UK publication MCV has written an interesting article exploring the current obsession with Metacritic and why it’s bad for the industry as a whole. The publication has spoken to a number of European video game developers who have once again reiterated that a good Metacritic score means that they can receive pay bonuses and shares for the company rise. Some believe that the scoring system is detrimental to developers and is harming innovation Here’s what some of the developers who spoke to the publication had to say.

“The problem is how parts of the games industry and audience treat Metacritic. The idea that a game isn’t worth buying, or that its developers have failed and don’t deserve bonuses if it scores under 80 or even 85 on Metacritic, is going to result in samey, bland games that are made according to what works in Metacritic’s system. It’s harming innovation in mainstream gaming.”

– Eurogamer

“I understand the desire to simplify complex matters into easy to understand patterns. But ultimately I believe review scores are a bane to the games industry.”

– Bossa Studios co-founder Imre Jele

“There are so many factors that go into reviews it doesn’t make sense. Some people use the score as a quick shorthand, but there is so much missing.”

– Frontier

“What matters most to us is the response of players and how social media spreads the word about good, playable games,”

– Rebellion founder Jason Kingsley



  1. Well, or how can i say it.. Shitty games/shovelware is damaging the industry itself. If developers make a shitty game, see that it’s shit and still have guts to release it, then thank god there is metacritic who will tell that the game is shit. Or you can try to improve it, delay, and work it, like Nintendo often does.

      1. Delays can be good. Why release a glitchy game when you could push it back a month and release when its actually playable?

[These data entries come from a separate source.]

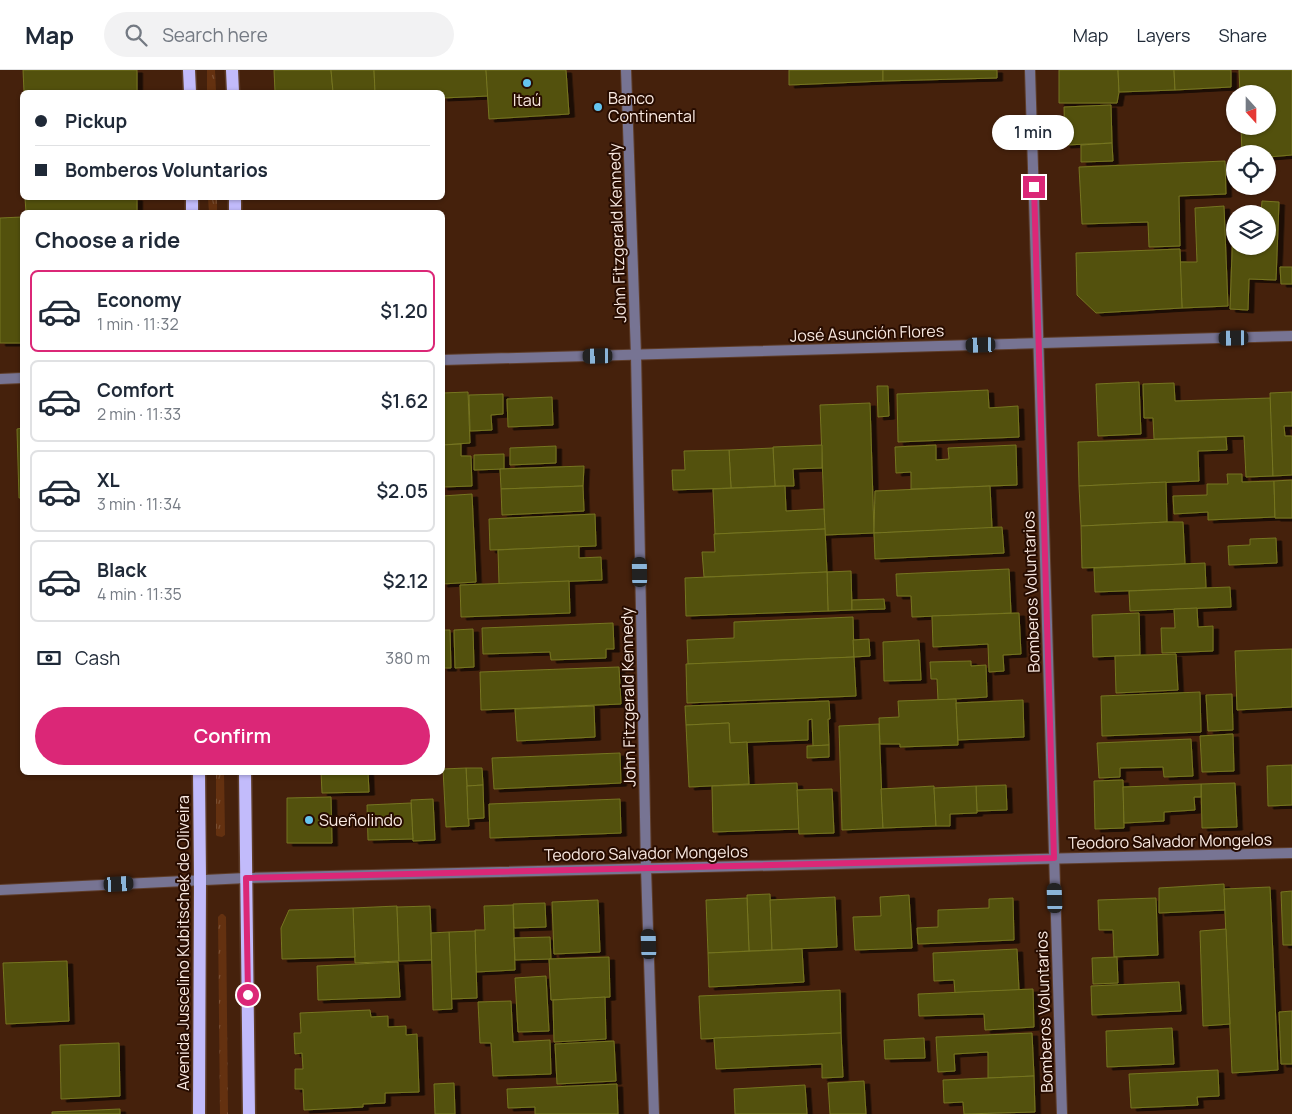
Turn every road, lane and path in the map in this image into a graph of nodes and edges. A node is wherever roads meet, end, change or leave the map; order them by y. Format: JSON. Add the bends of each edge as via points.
{"nodes":[{"id":1,"x":189,"y":70,"type":"edge"},
{"id":2,"x":232,"y":70,"type":"edge"},
{"id":3,"x":626,"y":70,"type":"edge"},
{"id":4,"x":1030,"y":70,"type":"edge"},
{"id":5,"x":190,"y":90,"type":"edge"},
{"id":6,"x":233,"y":90,"type":"edge"},
{"id":7,"x":1292,"y":336,"type":"edge"},
{"id":8,"x":1038,"y":343,"type":"junction"},
{"id":9,"x":636,"y":355,"type":"junction"},
{"id":10,"x":445,"y":360,"type":"edge"},
{"id":11,"x":20,"y":378,"type":"edge"},
{"id":12,"x":0,"y":379,"type":"edge"},
{"id":13,"x":199,"y":775,"type":"edge"},
{"id":14,"x":245,"y":775,"type":"edge"},
{"id":15,"x":1292,"y":853,"type":"edge"},
{"id":16,"x":1054,"y":858,"type":"junction"},
{"id":17,"x":646,"y":868,"type":"junction"},
{"id":18,"x":246,"y":878,"type":"junction"},
{"id":19,"x":200,"y":880,"type":"junction"},
{"id":20,"x":0,"y":890,"type":"edge"},
{"id":21,"x":200,"y":1114,"type":"edge"},
{"id":22,"x":249,"y":1114,"type":"edge"},
{"id":23,"x":654,"y":1114,"type":"edge"},
{"id":24,"x":1062,"y":1114,"type":"edge"}],
"edges":[{"from":1,"to":5,"type":"main road"},
{"from":2,"to":6,"type":"main road"},
{"from":3,"to":9,"type":"street","name":"John Fitzgerald Kennedy"},
{"from":4,"to":8,"type":"street","name":"Bomberos Voluntarios"},
{"from":7,"to":8,"type":"street","name":"José Asunción Flores"},
{"from":8,"to":9,"type":"street","name":"José Asunción Flores"},
{"from":8,"to":16,"type":"street","name":"Bomberos Voluntarios"},
{"from":9,"to":10,"type":"street","name":"José Asunción Flores"},
{"from":9,"to":17,"type":"street","name":"John Fitzgerald Kennedy"},
{"from":11,"to":12,"type":"street"},
{"from":13,"to":19,"type":"main road","name":"Avenida Juscelino Kubitschek de Oliveira"},
{"from":14,"to":18,"type":"main road"},
{"from":15,"to":16,"type":"street","name":"Teodoro Salvador Mongelos"},
{"from":16,"to":17,"type":"street","name":"Teodoro Salvador Mongelos"},
{"from":16,"to":24,"type":"street","name":"Bomberos Voluntarios"},
{"from":17,"to":18,"type":"street","name":"Teodoro Salvador Mongelos"},
{"from":17,"to":23,"type":"street","name":"John Fitzgerald Kennedy"},
{"from":18,"to":19,"type":"street","name":"Teodoro Salvador Mongelos"},
{"from":18,"to":22,"type":"main road"},
{"from":19,"to":20,"type":"street","name":"Teodoro Salvador Mongelos"},
{"from":19,"to":21,"type":"main road","name":"Avenida Juscelino Kubitschek de Oliveira"}]}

      2. Delays CAN be good, but they shouldn’t even be made in the first place. That’s my point

      3. Delays are good if it’s for the purpose of making the game better, better functioning, or to add more content. If it’s delayed because they didn’t feel like releasing it that month, then yeah, that’s annoying. Otherwise, it’s wholly a good thing, in the long run.

    1. The problem is on metacritic any fanboy can get on there and downvote a games into oblivion. One fanboy giving a game a 0 out of ten can change a user score by a significant amount. There are many games that have fell victim to this, and I’m sure it effected sales too.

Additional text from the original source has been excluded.